Spirit of Thermopylae
The spunk of ancient Sparta lives on in Greece. After Wolfgang Schauble, Germany's finance minister (and de facto FinMin of Greece), suggested publicly that the Greeks would have to postpone elections and install an unelected technocratic government, Greek President Karolos Papoulias lit up with indignation. "Who is Mr. Schauble to insult Greece? We have defended not only the freedom of our own country, but the freedom of Europe."
As the U.N. General Assembly voted overwhelmingly for a resolution calling for Bashar al-Assad to quit, 12 countries stood firm in their support of the Syrian panjandrum, voting against his ouster. They are, for the record: Russia, Iran, China, Venezuela, North Korea, Nicaragua, Bolivia, Ecuador, Belarus, Zimbabwe, Cuba, and ... Syria.

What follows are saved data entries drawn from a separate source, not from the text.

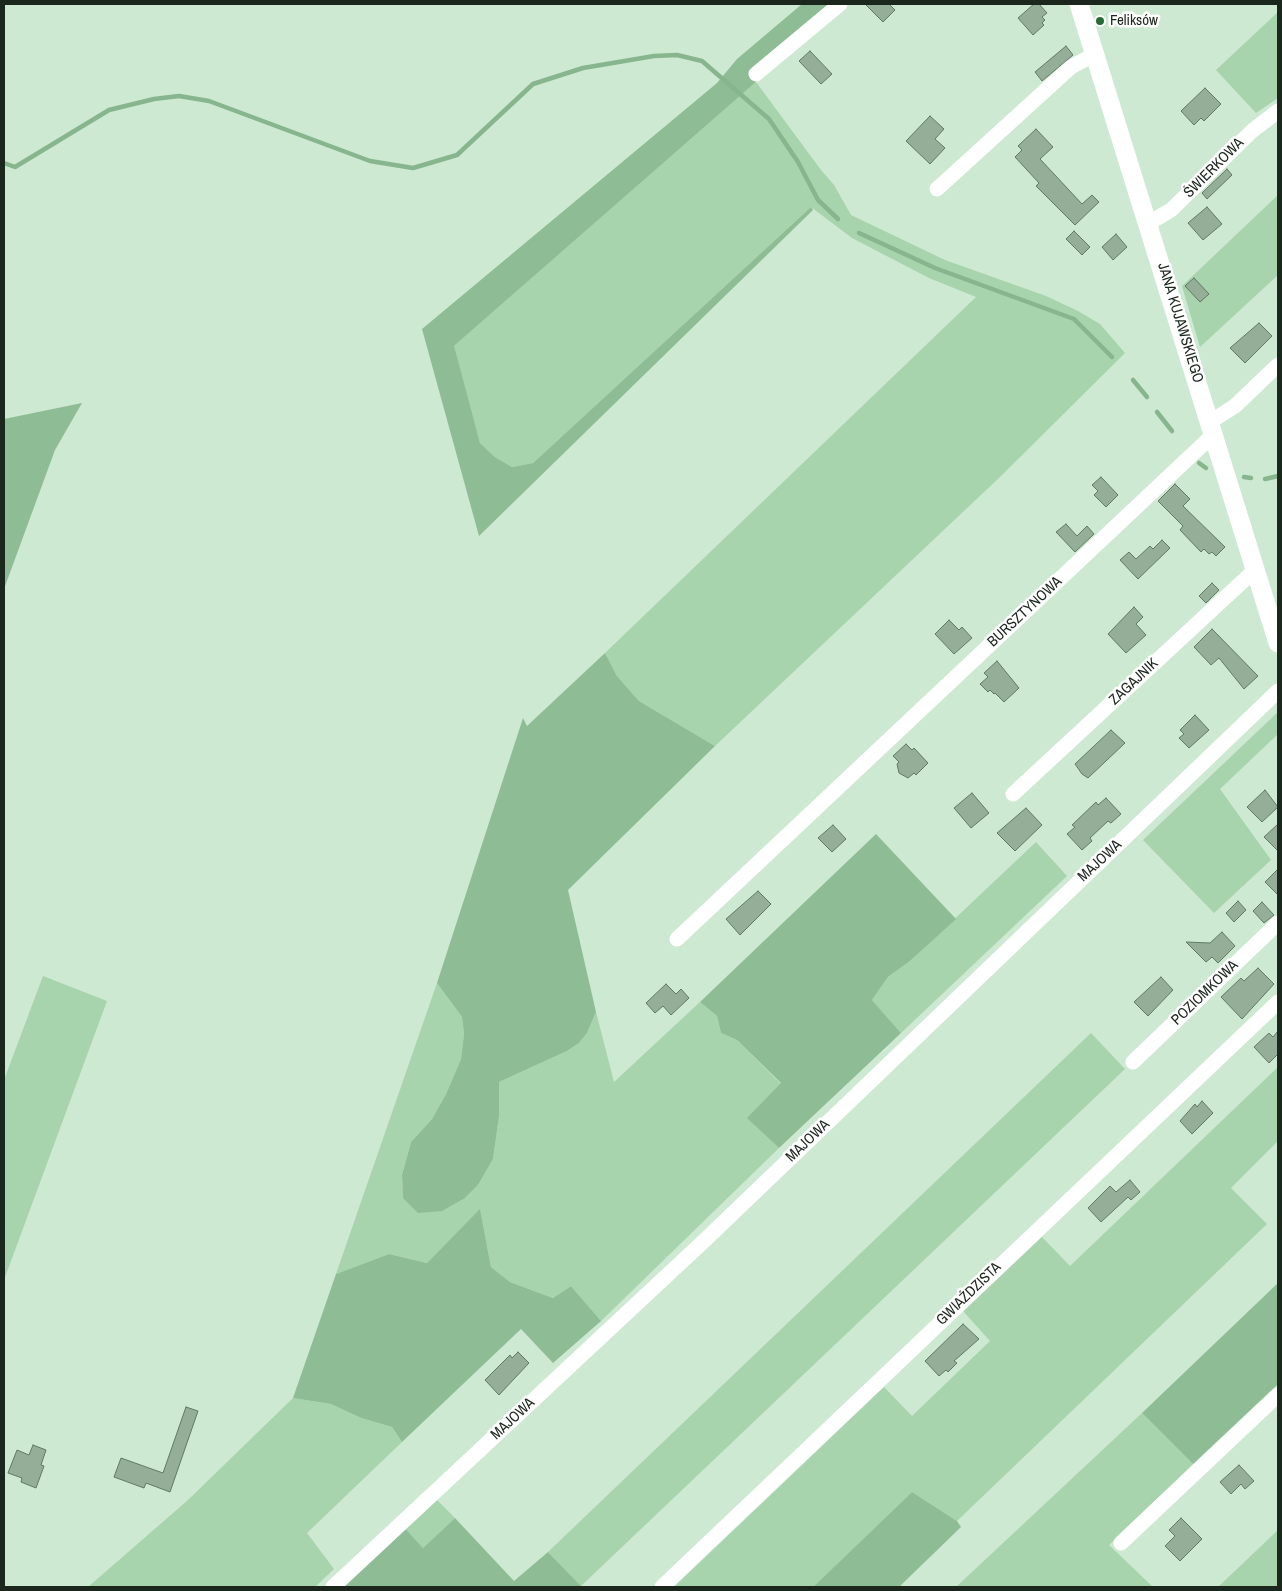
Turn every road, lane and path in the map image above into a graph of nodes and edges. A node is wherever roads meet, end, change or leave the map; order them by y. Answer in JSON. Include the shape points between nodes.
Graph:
{"nodes":[{"id":1,"x":840,"y":4,"type":"edge"},
{"id":2,"x":1079,"y":4,"type":"edge"},
{"id":3,"x":1094,"y":54,"type":"junction"},
{"id":4,"x":756,"y":74,"type":"dead end"},
{"id":5,"x":1278,"y":110,"type":"edge"},
{"id":6,"x":937,"y":189,"type":"dead end"},
{"id":7,"x":1149,"y":223,"type":"junction"},
{"id":8,"x":1278,"y":365,"type":"edge"},
{"id":9,"x":1212,"y":428,"type":"junction"},
{"id":10,"x":1256,"y":569,"type":"junction"},
{"id":11,"x":1278,"y":643,"type":"edge"},
{"id":12,"x":1278,"y":691,"type":"edge"},
{"id":13,"x":1013,"y":794,"type":"dead end"},
{"id":14,"x":1278,"y":923,"type":"edge"},
{"id":15,"x":677,"y":939,"type":"dead end"},
{"id":16,"x":1278,"y":1002,"type":"edge"},
{"id":17,"x":1133,"y":1062,"type":"dead end"},
{"id":18,"x":1278,"y":1395,"type":"edge"},
{"id":19,"x":1121,"y":1543,"type":"dead end"},
{"id":20,"x":333,"y":1587,"type":"edge"},
{"id":21,"x":662,"y":1587,"type":"edge"}],
"edges":[{"from":1,"to":4,"type":"street"},
{"from":2,"to":3,"type":"main road","name":"JANA KUJAWSKIEGO"},
{"from":3,"to":6,"type":"street","via":[[1071,67]]},
{"from":3,"to":7,"type":"main road","name":"JANA KUJAWSKIEGO"},
{"from":5,"to":7,"type":"street","name":"ŚWIERKOWA","via":[[1171,210]]},
{"from":7,"to":9,"type":"main road","name":"JANA KUJAWSKIEGO"},
{"from":8,"to":9,"type":"street","name":"BURSZTYNOWA"},
{"from":9,"to":10,"type":"main road","name":"JANA KUJAWSKIEGO"},
{"from":9,"to":15,"type":"street","name":"BURSZTYNOWA","via":[[837,790]]},
{"from":10,"to":11,"type":"main road","name":"JANA KUJAWSKIEGO"},
{"from":10,"to":13,"type":"street","name":"ZAGAJNIK"},
{"from":12,"to":20,"type":"street","name":"MAJOWA","via":[[705,1240]]},
{"from":14,"to":17,"type":"street","name":"POZIOMKOWA"},
{"from":16,"to":21,"type":"street","name":"GWIAŹDZISTA"},
{"from":18,"to":19,"type":"street"}]}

A spot of tension has broken out in the first family of the Maldives, where President Mohamed Waheed Hassan assumed power after a coup that ousted the country's first democratically elected president. Hassan's brother, a Maldivian diplomat in the U.K., resigned from his post with an angst-ridden declaration: "I say this to my brother--you are my brother and I will always love you. Do not rob our people of our right to choose our government."
Phrase of the Week
"Prosperous tyranny," deployed to describe China by Republican candidate Mitt Romney, in a Wall Street Journal op-ed published during the visit to the U.S. of Xi Jinping, the next man in line to preside over said prosperous tyranny.
Backfiring Proverb Of the Week
"Let justice be done even if the world perishes," painted over the entrance to Comayagua Prison in Honduras, where more than 350 inmates perished in a fire from which--trapped behind bars--they had no escape. …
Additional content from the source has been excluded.